Retrieve each line that contains the word "Guglielmo" from the entries below.

#### RECORDS TO PROCESS ####

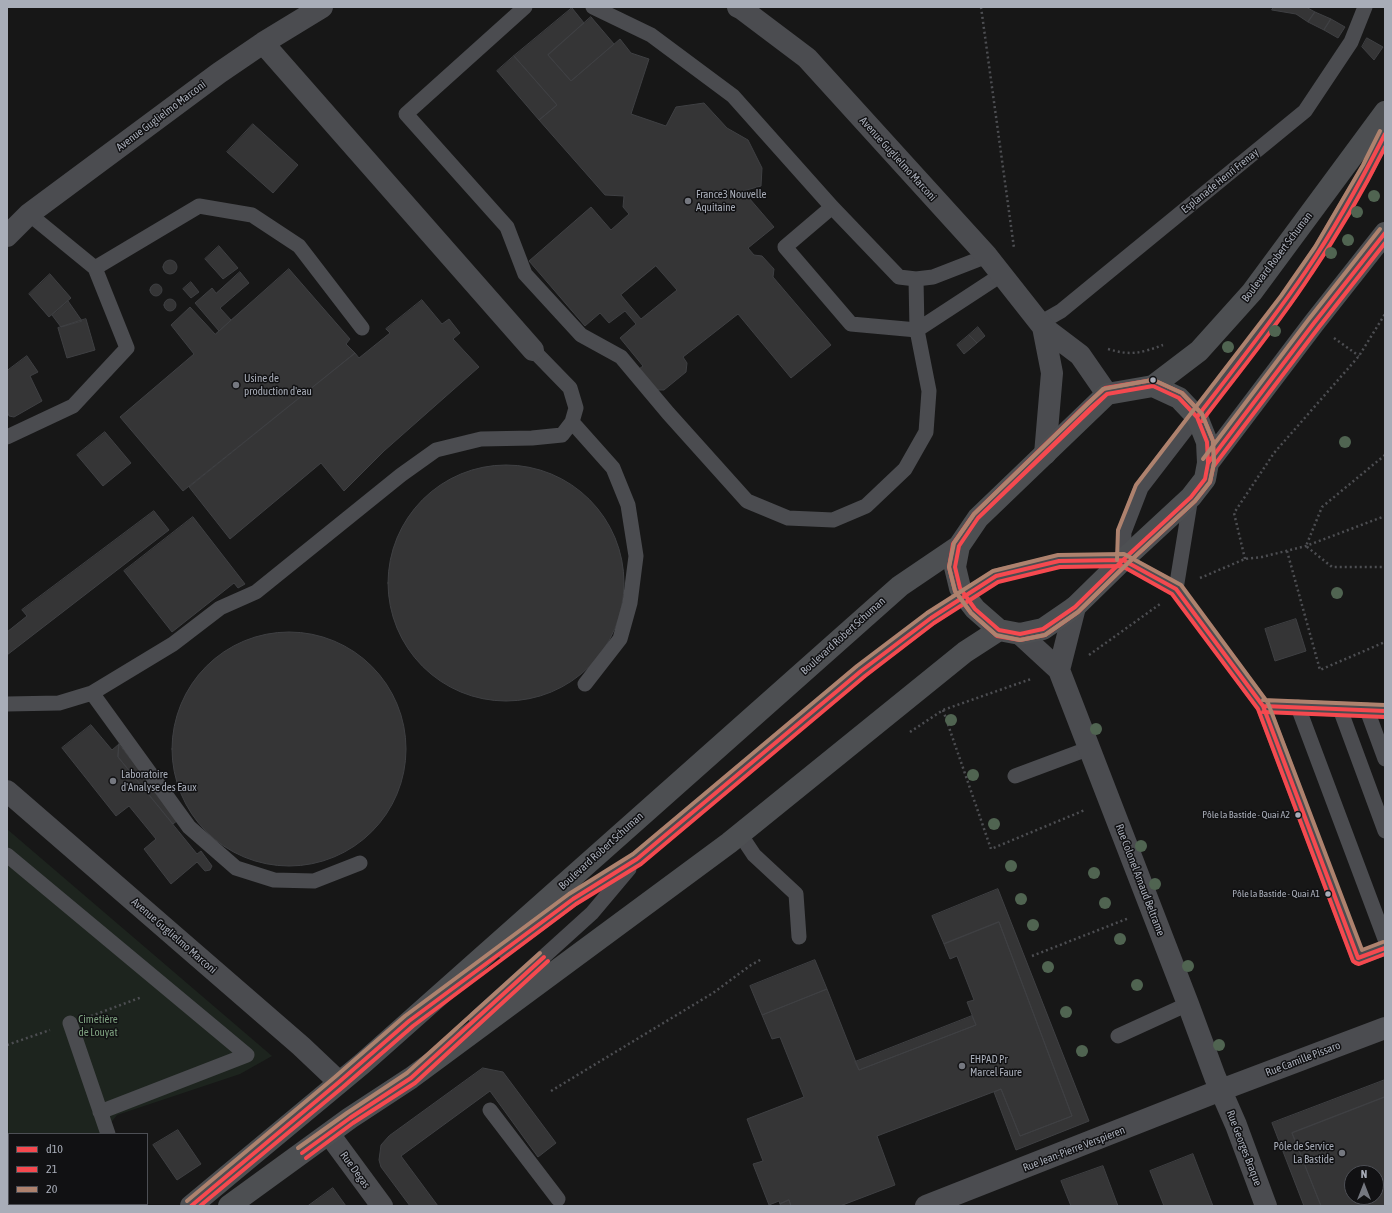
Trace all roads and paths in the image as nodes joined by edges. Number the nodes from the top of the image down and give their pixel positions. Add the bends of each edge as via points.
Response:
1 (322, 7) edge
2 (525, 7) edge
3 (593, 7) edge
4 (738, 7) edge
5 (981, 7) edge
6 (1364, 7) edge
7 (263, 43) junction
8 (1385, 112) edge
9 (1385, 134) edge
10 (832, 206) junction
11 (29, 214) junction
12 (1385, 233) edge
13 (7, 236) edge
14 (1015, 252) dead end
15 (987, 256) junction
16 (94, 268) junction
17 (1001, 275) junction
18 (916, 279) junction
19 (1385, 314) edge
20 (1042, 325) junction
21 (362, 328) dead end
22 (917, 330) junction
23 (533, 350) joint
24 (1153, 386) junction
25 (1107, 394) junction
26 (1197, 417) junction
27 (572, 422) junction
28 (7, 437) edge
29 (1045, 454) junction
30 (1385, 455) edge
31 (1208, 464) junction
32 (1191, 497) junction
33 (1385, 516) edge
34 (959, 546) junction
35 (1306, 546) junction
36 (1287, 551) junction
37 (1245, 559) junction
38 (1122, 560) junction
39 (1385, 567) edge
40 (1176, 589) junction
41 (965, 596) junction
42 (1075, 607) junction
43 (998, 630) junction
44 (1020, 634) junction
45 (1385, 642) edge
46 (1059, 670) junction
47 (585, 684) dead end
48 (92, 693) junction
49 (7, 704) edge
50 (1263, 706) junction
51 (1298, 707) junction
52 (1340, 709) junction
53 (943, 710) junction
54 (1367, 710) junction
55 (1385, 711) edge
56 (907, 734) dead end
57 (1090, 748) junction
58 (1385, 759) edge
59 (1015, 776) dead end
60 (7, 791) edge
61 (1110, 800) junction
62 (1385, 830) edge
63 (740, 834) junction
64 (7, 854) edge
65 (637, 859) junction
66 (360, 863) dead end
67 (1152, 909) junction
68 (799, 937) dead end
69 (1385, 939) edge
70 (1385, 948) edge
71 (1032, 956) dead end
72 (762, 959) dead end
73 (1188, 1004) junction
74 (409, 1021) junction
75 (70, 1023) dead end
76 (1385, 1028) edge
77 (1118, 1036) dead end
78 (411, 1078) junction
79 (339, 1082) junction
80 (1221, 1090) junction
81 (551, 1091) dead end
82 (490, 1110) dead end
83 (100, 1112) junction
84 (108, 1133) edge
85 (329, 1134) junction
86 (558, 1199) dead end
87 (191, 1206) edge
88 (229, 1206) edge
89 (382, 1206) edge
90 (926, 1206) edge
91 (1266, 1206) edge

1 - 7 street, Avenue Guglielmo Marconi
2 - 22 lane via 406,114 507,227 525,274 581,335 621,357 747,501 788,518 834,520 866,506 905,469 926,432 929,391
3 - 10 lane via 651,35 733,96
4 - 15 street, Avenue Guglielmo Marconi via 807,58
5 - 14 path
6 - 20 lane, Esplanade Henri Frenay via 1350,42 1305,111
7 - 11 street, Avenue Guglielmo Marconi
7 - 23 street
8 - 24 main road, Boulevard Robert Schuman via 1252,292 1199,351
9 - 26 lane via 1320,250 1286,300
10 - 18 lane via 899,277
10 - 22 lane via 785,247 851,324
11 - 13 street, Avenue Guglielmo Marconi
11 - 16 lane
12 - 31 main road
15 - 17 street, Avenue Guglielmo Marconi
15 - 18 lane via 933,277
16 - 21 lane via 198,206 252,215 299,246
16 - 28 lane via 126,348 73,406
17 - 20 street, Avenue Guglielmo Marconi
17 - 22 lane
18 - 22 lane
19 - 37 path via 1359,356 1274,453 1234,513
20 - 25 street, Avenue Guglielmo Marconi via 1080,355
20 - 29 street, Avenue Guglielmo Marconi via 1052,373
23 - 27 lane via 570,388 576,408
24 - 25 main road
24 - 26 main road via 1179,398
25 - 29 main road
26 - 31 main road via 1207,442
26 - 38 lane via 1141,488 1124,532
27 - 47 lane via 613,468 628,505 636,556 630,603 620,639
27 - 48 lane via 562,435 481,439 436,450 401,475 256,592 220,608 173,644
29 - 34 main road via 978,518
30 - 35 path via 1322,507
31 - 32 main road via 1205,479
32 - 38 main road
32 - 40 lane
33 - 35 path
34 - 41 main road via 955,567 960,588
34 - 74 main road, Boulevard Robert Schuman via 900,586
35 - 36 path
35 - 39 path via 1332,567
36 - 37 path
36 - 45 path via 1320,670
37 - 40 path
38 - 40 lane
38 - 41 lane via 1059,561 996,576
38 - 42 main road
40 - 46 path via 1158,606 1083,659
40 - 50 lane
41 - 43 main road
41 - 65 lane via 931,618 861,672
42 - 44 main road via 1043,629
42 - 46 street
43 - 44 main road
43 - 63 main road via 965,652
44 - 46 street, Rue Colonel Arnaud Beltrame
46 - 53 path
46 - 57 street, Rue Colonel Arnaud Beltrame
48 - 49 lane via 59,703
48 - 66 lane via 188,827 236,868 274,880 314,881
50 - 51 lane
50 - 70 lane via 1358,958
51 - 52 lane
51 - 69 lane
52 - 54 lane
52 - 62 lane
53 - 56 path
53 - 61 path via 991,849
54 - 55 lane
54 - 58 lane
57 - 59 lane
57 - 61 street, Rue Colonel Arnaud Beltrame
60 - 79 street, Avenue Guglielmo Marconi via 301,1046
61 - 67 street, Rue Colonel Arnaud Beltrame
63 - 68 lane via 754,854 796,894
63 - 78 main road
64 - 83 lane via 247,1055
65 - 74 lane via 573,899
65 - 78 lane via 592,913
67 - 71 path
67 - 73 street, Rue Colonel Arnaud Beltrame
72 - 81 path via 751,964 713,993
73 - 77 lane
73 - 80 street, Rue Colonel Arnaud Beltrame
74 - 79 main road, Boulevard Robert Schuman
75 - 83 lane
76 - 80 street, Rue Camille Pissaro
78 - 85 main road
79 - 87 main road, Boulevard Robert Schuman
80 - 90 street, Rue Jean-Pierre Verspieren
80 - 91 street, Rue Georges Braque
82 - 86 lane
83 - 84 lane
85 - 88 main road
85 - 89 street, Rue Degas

####

WRITTEN RESPONSE:
1 - 7 street, Avenue Guglielmo Marconi
4 - 15 street, Avenue Guglielmo Marconi via 807,58
7 - 11 street, Avenue Guglielmo Marconi
11 - 13 street, Avenue Guglielmo Marconi
15 - 17 street, Avenue Guglielmo Marconi
17 - 20 street, Avenue Guglielmo Marconi
20 - 25 street, Avenue Guglielmo Marconi via 1080,355
20 - 29 street, Avenue Guglielmo Marconi via 1052,373
60 - 79 street, Avenue Guglielmo Marconi via 301,1046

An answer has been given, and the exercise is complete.